Top of RECORDS SUPPLIED

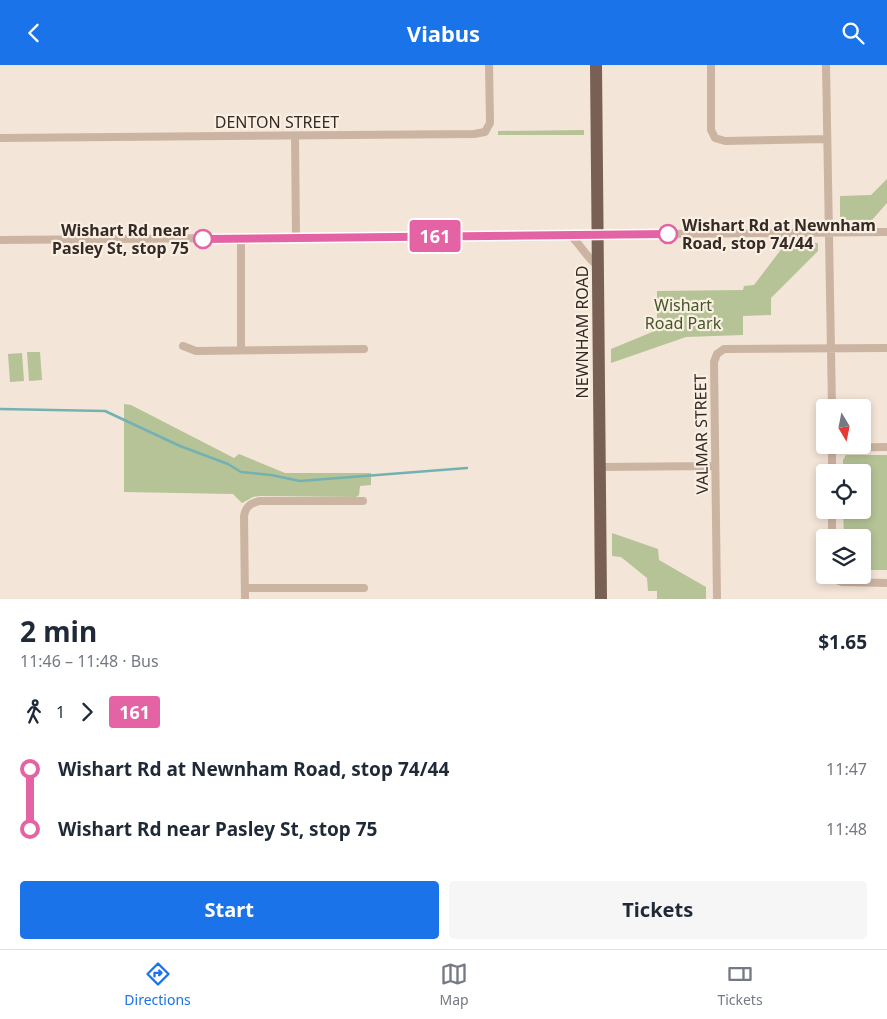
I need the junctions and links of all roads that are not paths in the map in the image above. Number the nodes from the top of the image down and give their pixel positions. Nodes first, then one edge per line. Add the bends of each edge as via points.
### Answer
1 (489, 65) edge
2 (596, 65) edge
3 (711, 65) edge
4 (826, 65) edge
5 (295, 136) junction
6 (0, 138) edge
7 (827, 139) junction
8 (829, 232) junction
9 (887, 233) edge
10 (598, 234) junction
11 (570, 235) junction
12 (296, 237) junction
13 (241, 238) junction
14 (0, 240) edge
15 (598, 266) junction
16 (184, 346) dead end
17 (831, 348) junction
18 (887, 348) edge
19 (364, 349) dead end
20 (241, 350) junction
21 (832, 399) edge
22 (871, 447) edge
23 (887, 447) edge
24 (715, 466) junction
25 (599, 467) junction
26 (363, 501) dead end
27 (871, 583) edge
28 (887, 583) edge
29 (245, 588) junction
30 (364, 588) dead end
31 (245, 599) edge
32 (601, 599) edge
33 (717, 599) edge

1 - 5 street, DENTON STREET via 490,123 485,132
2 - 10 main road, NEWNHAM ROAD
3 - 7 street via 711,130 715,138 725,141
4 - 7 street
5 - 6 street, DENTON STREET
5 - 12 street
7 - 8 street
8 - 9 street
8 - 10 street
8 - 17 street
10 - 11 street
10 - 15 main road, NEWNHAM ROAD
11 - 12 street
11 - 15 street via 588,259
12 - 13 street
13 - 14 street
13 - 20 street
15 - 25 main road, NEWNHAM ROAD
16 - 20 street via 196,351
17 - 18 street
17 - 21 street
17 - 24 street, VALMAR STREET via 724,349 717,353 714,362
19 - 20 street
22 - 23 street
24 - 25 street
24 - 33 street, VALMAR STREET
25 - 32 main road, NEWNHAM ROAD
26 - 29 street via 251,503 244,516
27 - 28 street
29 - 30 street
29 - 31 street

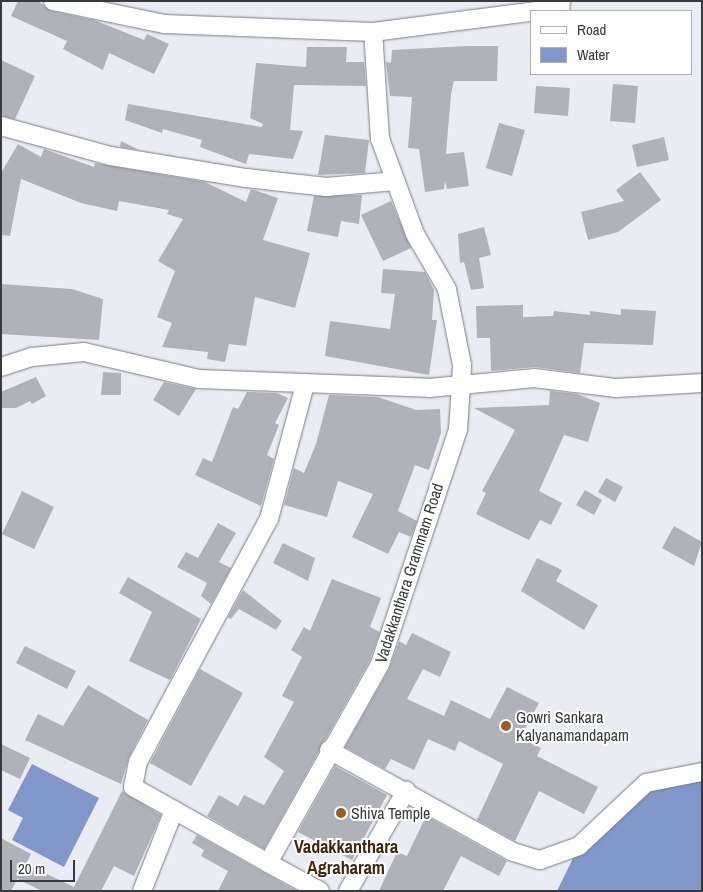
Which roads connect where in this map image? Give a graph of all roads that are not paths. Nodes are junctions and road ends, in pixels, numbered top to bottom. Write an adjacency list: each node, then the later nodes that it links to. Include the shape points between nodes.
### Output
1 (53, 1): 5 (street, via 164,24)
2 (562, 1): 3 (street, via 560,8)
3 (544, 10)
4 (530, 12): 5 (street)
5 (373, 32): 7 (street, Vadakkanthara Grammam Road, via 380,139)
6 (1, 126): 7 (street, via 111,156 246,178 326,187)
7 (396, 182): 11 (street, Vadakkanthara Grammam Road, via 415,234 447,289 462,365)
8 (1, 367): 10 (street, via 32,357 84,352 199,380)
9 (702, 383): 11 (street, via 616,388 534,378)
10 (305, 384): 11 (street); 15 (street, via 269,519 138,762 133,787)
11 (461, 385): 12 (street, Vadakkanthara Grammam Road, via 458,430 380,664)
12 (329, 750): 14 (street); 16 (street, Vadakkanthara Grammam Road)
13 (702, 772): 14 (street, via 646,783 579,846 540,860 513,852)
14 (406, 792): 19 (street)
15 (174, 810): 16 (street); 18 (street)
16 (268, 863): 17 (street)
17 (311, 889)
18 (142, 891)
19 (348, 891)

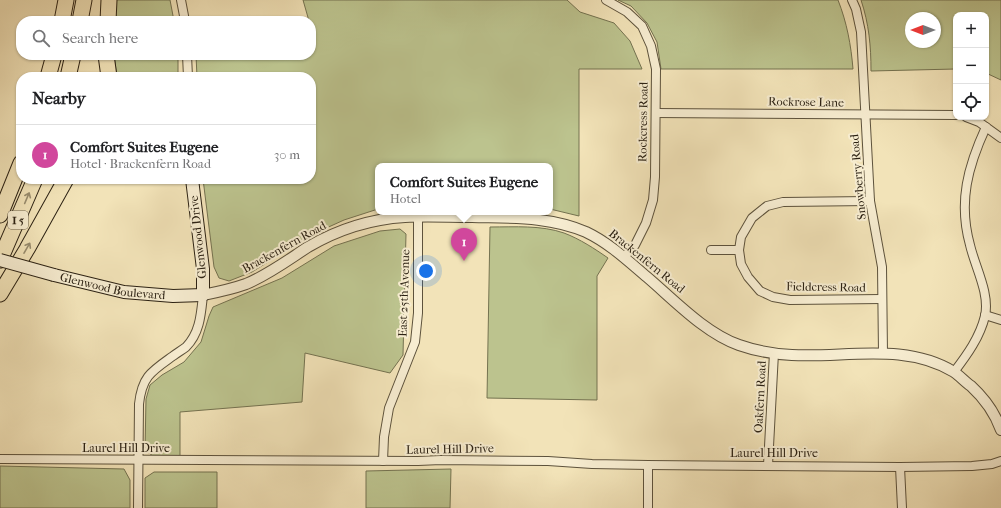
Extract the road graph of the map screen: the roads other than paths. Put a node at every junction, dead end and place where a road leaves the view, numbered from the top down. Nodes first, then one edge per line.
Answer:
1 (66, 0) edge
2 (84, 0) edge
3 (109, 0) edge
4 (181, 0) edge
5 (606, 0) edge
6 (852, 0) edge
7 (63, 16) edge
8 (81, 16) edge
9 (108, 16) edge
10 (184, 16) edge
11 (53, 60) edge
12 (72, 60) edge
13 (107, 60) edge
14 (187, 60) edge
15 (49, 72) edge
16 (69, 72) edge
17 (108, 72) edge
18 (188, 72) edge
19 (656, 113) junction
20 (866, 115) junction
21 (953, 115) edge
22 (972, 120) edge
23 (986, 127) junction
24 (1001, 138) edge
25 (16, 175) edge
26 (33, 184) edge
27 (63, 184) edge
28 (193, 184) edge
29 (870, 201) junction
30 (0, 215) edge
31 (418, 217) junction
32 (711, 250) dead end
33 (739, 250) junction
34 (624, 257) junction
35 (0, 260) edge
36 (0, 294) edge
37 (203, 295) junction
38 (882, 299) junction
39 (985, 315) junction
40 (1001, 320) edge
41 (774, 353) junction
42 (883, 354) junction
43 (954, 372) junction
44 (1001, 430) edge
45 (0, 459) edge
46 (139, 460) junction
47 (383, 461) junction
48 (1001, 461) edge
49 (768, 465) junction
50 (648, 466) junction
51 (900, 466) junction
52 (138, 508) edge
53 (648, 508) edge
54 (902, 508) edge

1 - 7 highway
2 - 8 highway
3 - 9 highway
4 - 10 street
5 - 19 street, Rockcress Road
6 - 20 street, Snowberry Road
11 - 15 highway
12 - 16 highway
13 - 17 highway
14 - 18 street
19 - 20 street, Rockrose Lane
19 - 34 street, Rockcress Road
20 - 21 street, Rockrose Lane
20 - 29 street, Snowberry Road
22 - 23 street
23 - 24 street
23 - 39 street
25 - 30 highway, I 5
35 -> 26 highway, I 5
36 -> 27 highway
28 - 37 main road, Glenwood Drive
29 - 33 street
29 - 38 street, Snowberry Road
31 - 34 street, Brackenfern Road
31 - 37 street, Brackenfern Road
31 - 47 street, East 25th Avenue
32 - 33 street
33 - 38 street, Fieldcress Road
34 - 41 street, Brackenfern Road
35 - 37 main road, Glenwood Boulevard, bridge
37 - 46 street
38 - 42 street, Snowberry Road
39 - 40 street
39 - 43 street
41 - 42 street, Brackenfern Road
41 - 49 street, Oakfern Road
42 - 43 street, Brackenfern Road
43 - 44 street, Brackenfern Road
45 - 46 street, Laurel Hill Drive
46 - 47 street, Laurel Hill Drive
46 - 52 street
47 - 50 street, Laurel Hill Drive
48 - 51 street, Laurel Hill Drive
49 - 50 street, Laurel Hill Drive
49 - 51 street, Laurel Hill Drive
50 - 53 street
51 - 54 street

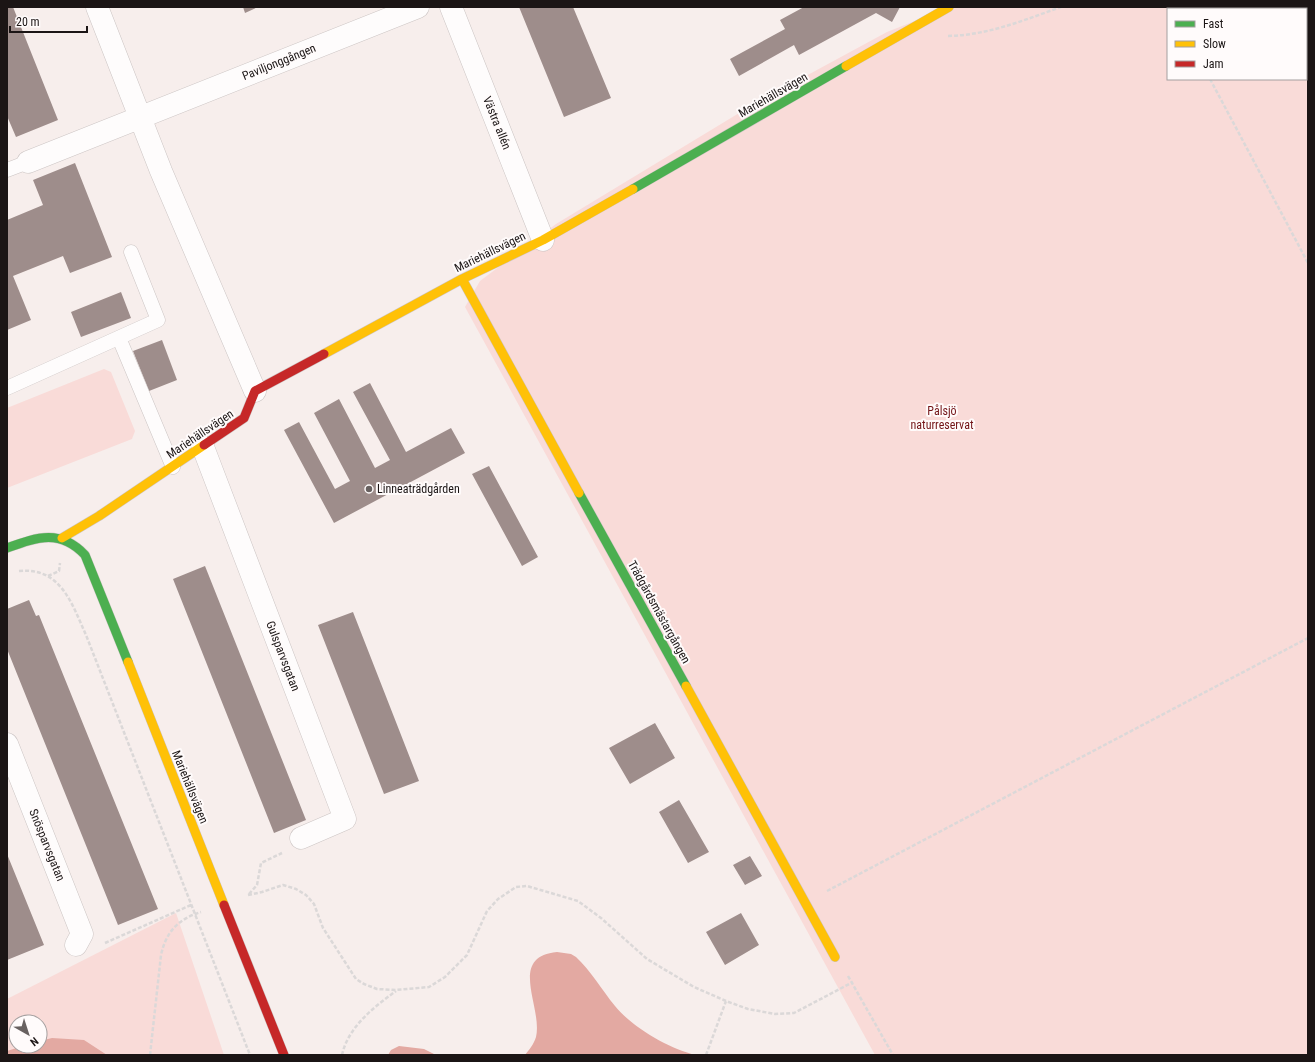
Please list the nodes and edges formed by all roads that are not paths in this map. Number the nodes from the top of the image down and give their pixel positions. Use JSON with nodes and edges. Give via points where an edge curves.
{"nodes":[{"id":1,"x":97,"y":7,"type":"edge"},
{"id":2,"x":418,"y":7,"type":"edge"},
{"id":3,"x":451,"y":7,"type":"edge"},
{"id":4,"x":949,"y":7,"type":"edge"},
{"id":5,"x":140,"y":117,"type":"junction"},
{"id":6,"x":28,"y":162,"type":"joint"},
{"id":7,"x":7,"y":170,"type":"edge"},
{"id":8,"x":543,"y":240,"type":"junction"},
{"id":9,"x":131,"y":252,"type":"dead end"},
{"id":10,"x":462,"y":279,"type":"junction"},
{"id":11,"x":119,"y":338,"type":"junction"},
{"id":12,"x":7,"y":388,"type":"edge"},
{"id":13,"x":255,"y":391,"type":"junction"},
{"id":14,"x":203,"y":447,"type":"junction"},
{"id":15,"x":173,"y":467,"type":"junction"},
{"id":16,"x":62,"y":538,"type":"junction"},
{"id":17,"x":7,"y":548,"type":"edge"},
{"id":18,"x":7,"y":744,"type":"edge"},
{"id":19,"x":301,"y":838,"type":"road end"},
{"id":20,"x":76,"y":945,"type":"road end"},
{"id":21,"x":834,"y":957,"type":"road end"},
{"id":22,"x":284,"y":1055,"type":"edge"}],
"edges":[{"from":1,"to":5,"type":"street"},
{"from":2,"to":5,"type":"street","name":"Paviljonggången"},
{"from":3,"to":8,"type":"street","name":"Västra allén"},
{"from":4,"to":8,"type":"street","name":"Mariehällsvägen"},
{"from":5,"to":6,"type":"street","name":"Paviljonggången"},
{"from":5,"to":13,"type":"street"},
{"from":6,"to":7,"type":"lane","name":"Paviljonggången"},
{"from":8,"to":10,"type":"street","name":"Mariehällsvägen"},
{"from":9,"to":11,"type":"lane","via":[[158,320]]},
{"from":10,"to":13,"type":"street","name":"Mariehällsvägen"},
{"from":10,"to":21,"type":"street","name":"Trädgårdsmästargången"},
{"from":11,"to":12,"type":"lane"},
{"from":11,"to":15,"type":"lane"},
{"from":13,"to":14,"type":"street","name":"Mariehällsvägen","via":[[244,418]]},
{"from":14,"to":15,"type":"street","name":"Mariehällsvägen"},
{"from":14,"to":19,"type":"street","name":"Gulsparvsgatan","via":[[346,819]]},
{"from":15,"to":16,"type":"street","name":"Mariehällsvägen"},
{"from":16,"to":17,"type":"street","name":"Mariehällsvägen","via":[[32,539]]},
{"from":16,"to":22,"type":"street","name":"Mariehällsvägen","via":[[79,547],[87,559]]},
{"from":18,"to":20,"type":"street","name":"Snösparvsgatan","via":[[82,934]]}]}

Bottom of RECORDS SUPPLIED

The required output is the number of lines in the records that contain the word "main", with nothing added.

6